EXERCISE BRIEF —
Could you find every line in the records below that contains the word "Artigianato" and copy it?

━━━ EXERCISE INPUT ━━━

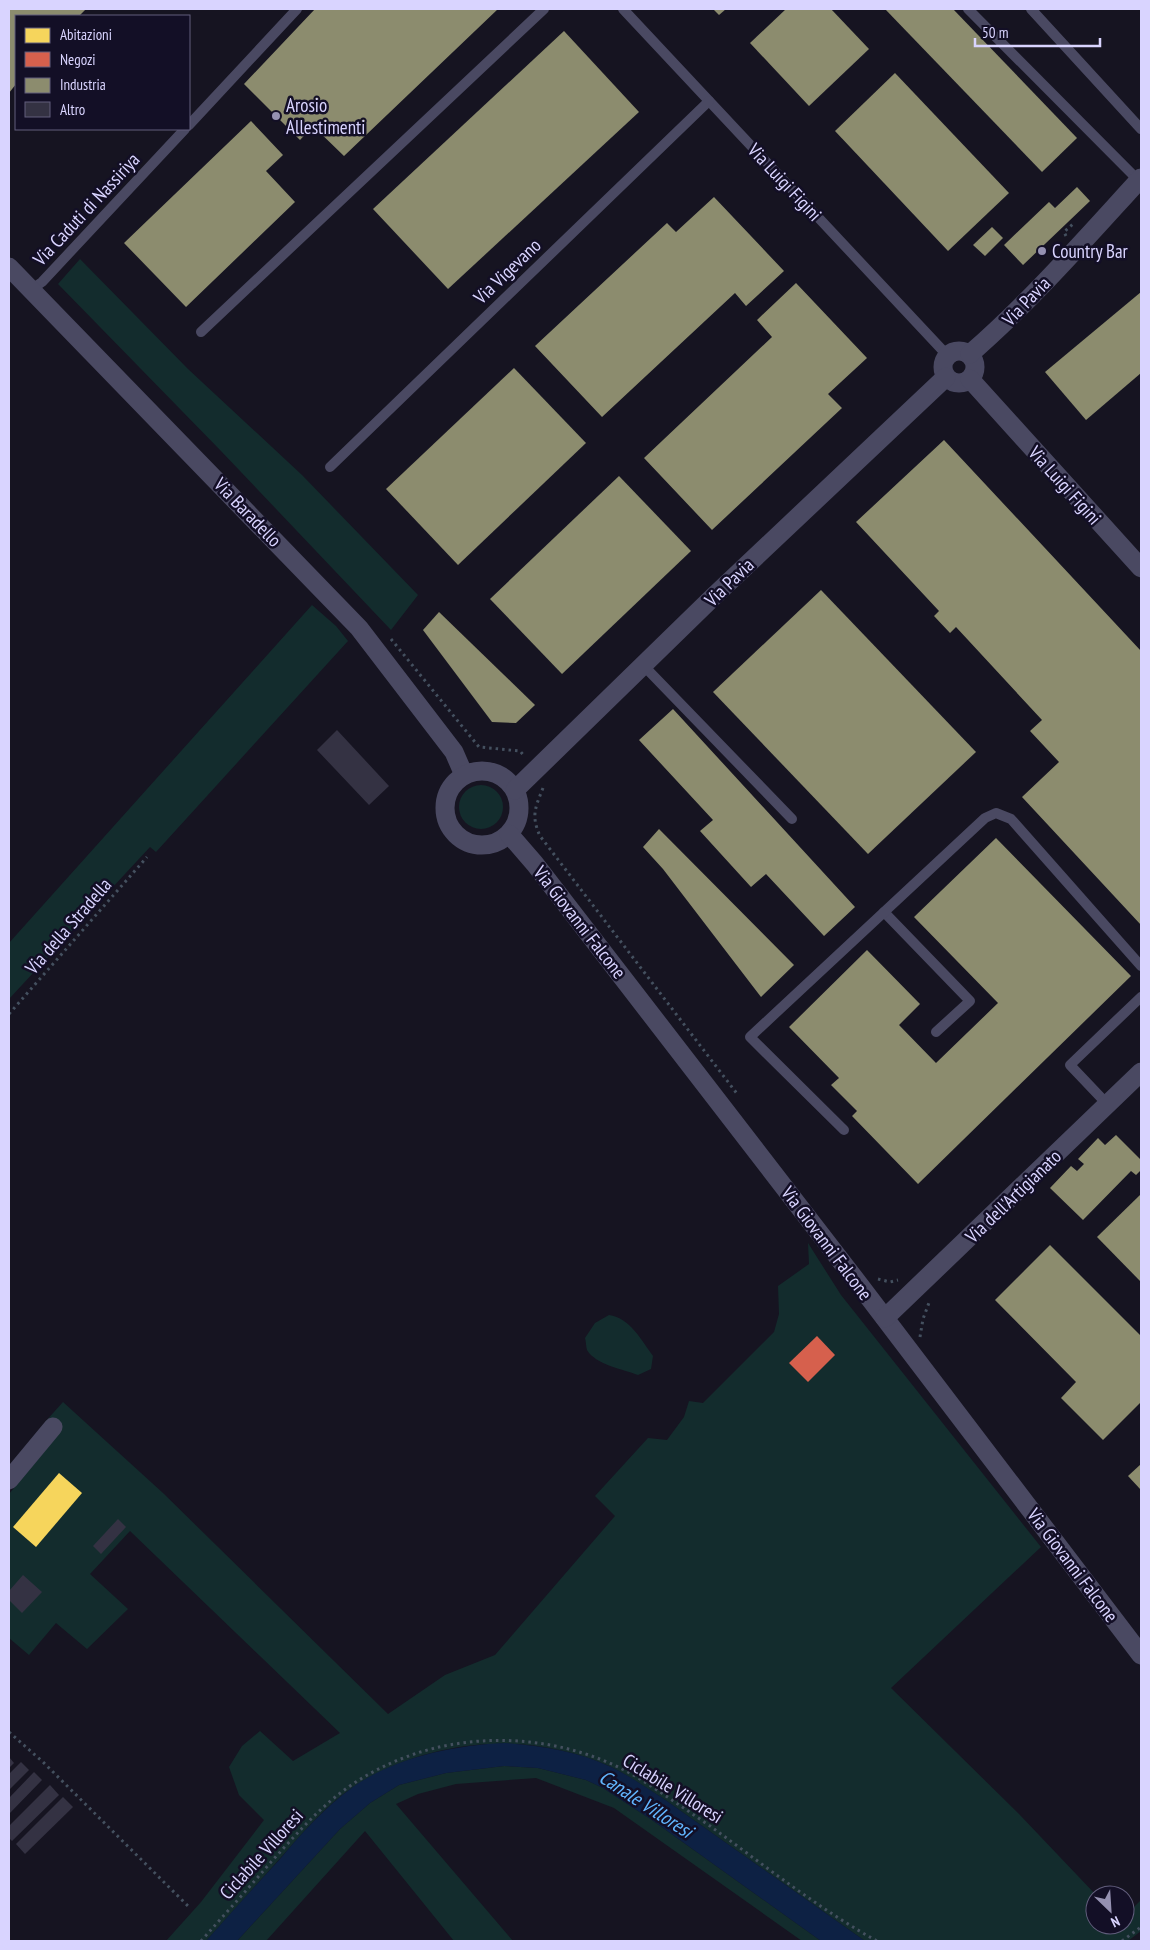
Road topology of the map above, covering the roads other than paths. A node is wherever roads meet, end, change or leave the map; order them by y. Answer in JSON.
{"nodes":[{"id":1,"x":296,"y":9,"type":"edge"},
{"id":2,"x":544,"y":9,"type":"edge"},
{"id":3,"x":623,"y":9,"type":"edge"},
{"id":4,"x":968,"y":9,"type":"edge"},
{"id":5,"x":1031,"y":9,"type":"edge"},
{"id":6,"x":709,"y":101,"type":"junction"},
{"id":7,"x":190,"y":124,"type":"edge"},
{"id":8,"x":1141,"y":128,"type":"edge"},
{"id":9,"x":184,"y":130,"type":"edge"},
{"id":10,"x":1140,"y":180,"type":"edge"},
{"id":11,"x":9,"y":267,"type":"edge"},
{"id":12,"x":32,"y":290,"type":"junction"},
{"id":13,"x":201,"y":332,"type":"dead end"},
{"id":14,"x":970,"y":354,"type":"junction"},
{"id":15,"x":947,"y":355,"type":"junction"},
{"id":16,"x":946,"y":377,"type":"junction"},
{"id":17,"x":970,"y":379,"type":"junction"},
{"id":18,"x":330,"y":466,"type":"dead end"},
{"id":19,"x":1141,"y":568,"type":"edge"},
{"id":20,"x":643,"y":665,"type":"junction"},
{"id":21,"x":464,"y":775,"type":"junction"},
{"id":22,"x":515,"y":790,"type":"junction"},
{"id":23,"x":792,"y":819,"type":"dead end"},
{"id":24,"x":509,"y":834,"type":"junction"},
{"id":25,"x":884,"y":912,"type":"junction"},
{"id":26,"x":1141,"y":966,"type":"edge"},
{"id":27,"x":1141,"y":997,"type":"edge"},
{"id":28,"x":936,"y":1032,"type":"dead end"},
{"id":29,"x":1141,"y":1072,"type":"edge"},
{"id":30,"x":1108,"y":1104,"type":"junction"},
{"id":31,"x":844,"y":1130,"type":"dead end"},
{"id":32,"x":885,"y":1318,"type":"junction"},
{"id":33,"x":53,"y":1427,"type":"dead end"},
{"id":34,"x":9,"y":1480,"type":"edge"},
{"id":35,"x":1141,"y":1656,"type":"edge"}],
"edges":[{"from":1,"to":7,"type":"lane"},
{"from":2,"to":13,"type":"lane"},
{"from":3,"to":6,"type":"lane","name":"Via Luigi Figini"},
{"from":4,"to":10,"type":"lane"},
{"from":5,"to":8,"type":"lane"},
{"from":6,"to":15,"type":"lane","name":"Via Luigi Figini"},
{"from":6,"to":18,"type":"lane","name":"Via Vigevano"},
{"from":9,"to":12,"type":"lane","name":"Via Caduti di Nassiriya"},
{"from":10,"to":14,"type":"street","name":"Via Pavia"},
{"from":11,"to":12,"type":"street","name":"Via Baradello"},
{"from":12,"to":21,"type":"street","name":"Via Baradello"},
{"from":14,"to":15,"type":"street"},
{"from":14,"to":17,"type":"street"},
{"from":15,"to":16,"type":"street"},
{"from":16,"to":17,"type":"street"},
{"from":16,"to":20,"type":"street","name":"Via Pavia"},
{"from":17,"to":19,"type":"street","name":"Via Luigi Figini"},
{"from":20,"to":22,"type":"street","name":"Via Pavia"},
{"from":20,"to":23,"type":"lane"},
{"from":21,"to":22,"type":"street"},
{"from":21,"to":24,"type":"street"},
{"from":22,"to":24,"type":"street"},
{"from":24,"to":32,"type":"street","name":"Via Giovanni Falcone"},
{"from":25,"to":26,"type":"lane"},
{"from":25,"to":28,"type":"lane"},
{"from":25,"to":31,"type":"lane"},
{"from":27,"to":30,"type":"lane"},
{"from":29,"to":30,"type":"street","name":"Via dell'Artigianato"},
{"from":30,"to":32,"type":"street","name":"Via dell'Artigianato"},
{"from":32,"to":35,"type":"street","name":"Via Giovanni Falcone"},
{"from":33,"to":34,"type":"street"}]}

━━━

TASK SOLUTION —
{"from":29,"to":30,"type":"street","name":"Via dell'Artigianato"},
{"from":30,"to":32,"type":"street","name":"Via dell'Artigianato"},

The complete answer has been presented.